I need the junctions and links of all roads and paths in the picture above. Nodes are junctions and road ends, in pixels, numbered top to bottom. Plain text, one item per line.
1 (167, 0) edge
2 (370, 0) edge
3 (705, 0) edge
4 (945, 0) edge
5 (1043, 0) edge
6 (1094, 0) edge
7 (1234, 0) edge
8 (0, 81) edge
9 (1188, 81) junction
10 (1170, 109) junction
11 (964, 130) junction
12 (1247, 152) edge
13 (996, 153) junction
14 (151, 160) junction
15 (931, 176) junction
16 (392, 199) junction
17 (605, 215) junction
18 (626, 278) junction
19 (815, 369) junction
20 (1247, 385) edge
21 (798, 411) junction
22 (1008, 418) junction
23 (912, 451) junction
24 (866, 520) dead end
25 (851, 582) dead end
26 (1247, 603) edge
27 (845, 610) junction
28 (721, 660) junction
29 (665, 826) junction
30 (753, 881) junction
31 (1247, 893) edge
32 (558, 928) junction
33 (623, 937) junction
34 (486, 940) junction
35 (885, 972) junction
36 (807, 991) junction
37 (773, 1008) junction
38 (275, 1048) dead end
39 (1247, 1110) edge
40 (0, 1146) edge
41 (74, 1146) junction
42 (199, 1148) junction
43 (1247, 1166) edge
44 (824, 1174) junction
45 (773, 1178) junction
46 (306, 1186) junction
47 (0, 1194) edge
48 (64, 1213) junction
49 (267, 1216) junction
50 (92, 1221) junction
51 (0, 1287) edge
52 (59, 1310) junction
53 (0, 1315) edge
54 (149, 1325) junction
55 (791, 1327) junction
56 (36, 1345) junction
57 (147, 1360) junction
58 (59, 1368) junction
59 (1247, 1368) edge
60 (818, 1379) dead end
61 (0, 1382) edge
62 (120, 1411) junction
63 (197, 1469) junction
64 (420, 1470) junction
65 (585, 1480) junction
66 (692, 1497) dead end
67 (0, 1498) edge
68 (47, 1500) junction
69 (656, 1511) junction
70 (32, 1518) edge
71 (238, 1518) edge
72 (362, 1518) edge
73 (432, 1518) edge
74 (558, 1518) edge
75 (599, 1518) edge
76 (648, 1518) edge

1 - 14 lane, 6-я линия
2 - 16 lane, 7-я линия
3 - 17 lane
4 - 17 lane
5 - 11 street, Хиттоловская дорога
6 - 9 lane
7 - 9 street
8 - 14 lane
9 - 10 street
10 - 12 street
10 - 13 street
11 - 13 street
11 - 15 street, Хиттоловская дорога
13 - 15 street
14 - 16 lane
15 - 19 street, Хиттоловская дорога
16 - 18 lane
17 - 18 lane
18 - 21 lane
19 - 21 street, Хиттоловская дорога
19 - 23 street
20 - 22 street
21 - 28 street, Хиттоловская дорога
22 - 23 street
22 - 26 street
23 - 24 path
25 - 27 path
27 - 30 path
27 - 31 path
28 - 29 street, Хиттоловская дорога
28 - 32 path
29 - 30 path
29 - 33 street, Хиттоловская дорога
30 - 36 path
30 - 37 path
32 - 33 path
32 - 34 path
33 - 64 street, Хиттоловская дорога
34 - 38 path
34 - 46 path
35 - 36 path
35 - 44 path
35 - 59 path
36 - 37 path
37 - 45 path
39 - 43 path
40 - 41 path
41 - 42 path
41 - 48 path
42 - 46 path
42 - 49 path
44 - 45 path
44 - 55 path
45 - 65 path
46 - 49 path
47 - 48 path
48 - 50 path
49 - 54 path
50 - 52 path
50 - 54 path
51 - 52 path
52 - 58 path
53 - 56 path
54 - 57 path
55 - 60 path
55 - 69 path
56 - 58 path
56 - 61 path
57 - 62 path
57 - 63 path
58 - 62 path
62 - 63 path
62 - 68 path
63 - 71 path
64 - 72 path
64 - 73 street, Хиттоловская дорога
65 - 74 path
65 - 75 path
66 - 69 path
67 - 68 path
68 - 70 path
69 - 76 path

■ **Task prompt**: Please print all the data again exactly as given.

■ **Answer to this exercise**:
I need the junctions and links of all roads and paths in the picture above. Nodes are junctions and road ends, in pixels, numbered top to bottom. Plain text, one item per line.
1 (167, 0) edge
2 (370, 0) edge
3 (705, 0) edge
4 (945, 0) edge
5 (1043, 0) edge
6 (1094, 0) edge
7 (1234, 0) edge
8 (0, 81) edge
9 (1188, 81) junction
10 (1170, 109) junction
11 (964, 130) junction
12 (1247, 152) edge
13 (996, 153) junction
14 (151, 160) junction
15 (931, 176) junction
16 (392, 199) junction
17 (605, 215) junction
18 (626, 278) junction
19 (815, 369) junction
20 (1247, 385) edge
21 (798, 411) junction
22 (1008, 418) junction
23 (912, 451) junction
24 (866, 520) dead end
25 (851, 582) dead end
26 (1247, 603) edge
27 (845, 610) junction
28 (721, 660) junction
29 (665, 826) junction
30 (753, 881) junction
31 (1247, 893) edge
32 (558, 928) junction
33 (623, 937) junction
34 (486, 940) junction
35 (885, 972) junction
36 (807, 991) junction
37 (773, 1008) junction
38 (275, 1048) dead end
39 (1247, 1110) edge
40 (0, 1146) edge
41 (74, 1146) junction
42 (199, 1148) junction
43 (1247, 1166) edge
44 (824, 1174) junction
45 (773, 1178) junction
46 (306, 1186) junction
47 (0, 1194) edge
48 (64, 1213) junction
49 (267, 1216) junction
50 (92, 1221) junction
51 (0, 1287) edge
52 (59, 1310) junction
53 (0, 1315) edge
54 (149, 1325) junction
55 (791, 1327) junction
56 (36, 1345) junction
57 (147, 1360) junction
58 (59, 1368) junction
59 (1247, 1368) edge
60 (818, 1379) dead end
61 (0, 1382) edge
62 (120, 1411) junction
63 (197, 1469) junction
64 (420, 1470) junction
65 (585, 1480) junction
66 (692, 1497) dead end
67 (0, 1498) edge
68 (47, 1500) junction
69 (656, 1511) junction
70 (32, 1518) edge
71 (238, 1518) edge
72 (362, 1518) edge
73 (432, 1518) edge
74 (558, 1518) edge
75 (599, 1518) edge
76 (648, 1518) edge

1 - 14 lane, 6-я линия
2 - 16 lane, 7-я линия
3 - 17 lane
4 - 17 lane
5 - 11 street, Хиттоловская дорога
6 - 9 lane
7 - 9 street
8 - 14 lane
9 - 10 street
10 - 12 street
10 - 13 street
11 - 13 street
11 - 15 street, Хиттоловская дорога
13 - 15 street
14 - 16 lane
15 - 19 street, Хиттоловская дорога
16 - 18 lane
17 - 18 lane
18 - 21 lane
19 - 21 street, Хиттоловская дорога
19 - 23 street
20 - 22 street
21 - 28 street, Хиттоловская дорога
22 - 23 street
22 - 26 street
23 - 24 path
25 - 27 path
27 - 30 path
27 - 31 path
28 - 29 street, Хиттоловская дорога
28 - 32 path
29 - 30 path
29 - 33 street, Хиттоловская дорога
30 - 36 path
30 - 37 path
32 - 33 path
32 - 34 path
33 - 64 street, Хиттоловская дорога
34 - 38 path
34 - 46 path
35 - 36 path
35 - 44 path
35 - 59 path
36 - 37 path
37 - 45 path
39 - 43 path
40 - 41 path
41 - 42 path
41 - 48 path
42 - 46 path
42 - 49 path
44 - 45 path
44 - 55 path
45 - 65 path
46 - 49 path
47 - 48 path
48 - 50 path
49 - 54 path
50 - 52 path
50 - 54 path
51 - 52 path
52 - 58 path
53 - 56 path
54 - 57 path
55 - 60 path
55 - 69 path
56 - 58 path
56 - 61 path
57 - 62 path
57 - 63 path
58 - 62 path
62 - 63 path
62 - 68 path
63 - 71 path
64 - 72 path
64 - 73 street, Хиттоловская дорога
65 - 74 path
65 - 75 path
66 - 69 path
67 - 68 path
68 - 70 path
69 - 76 path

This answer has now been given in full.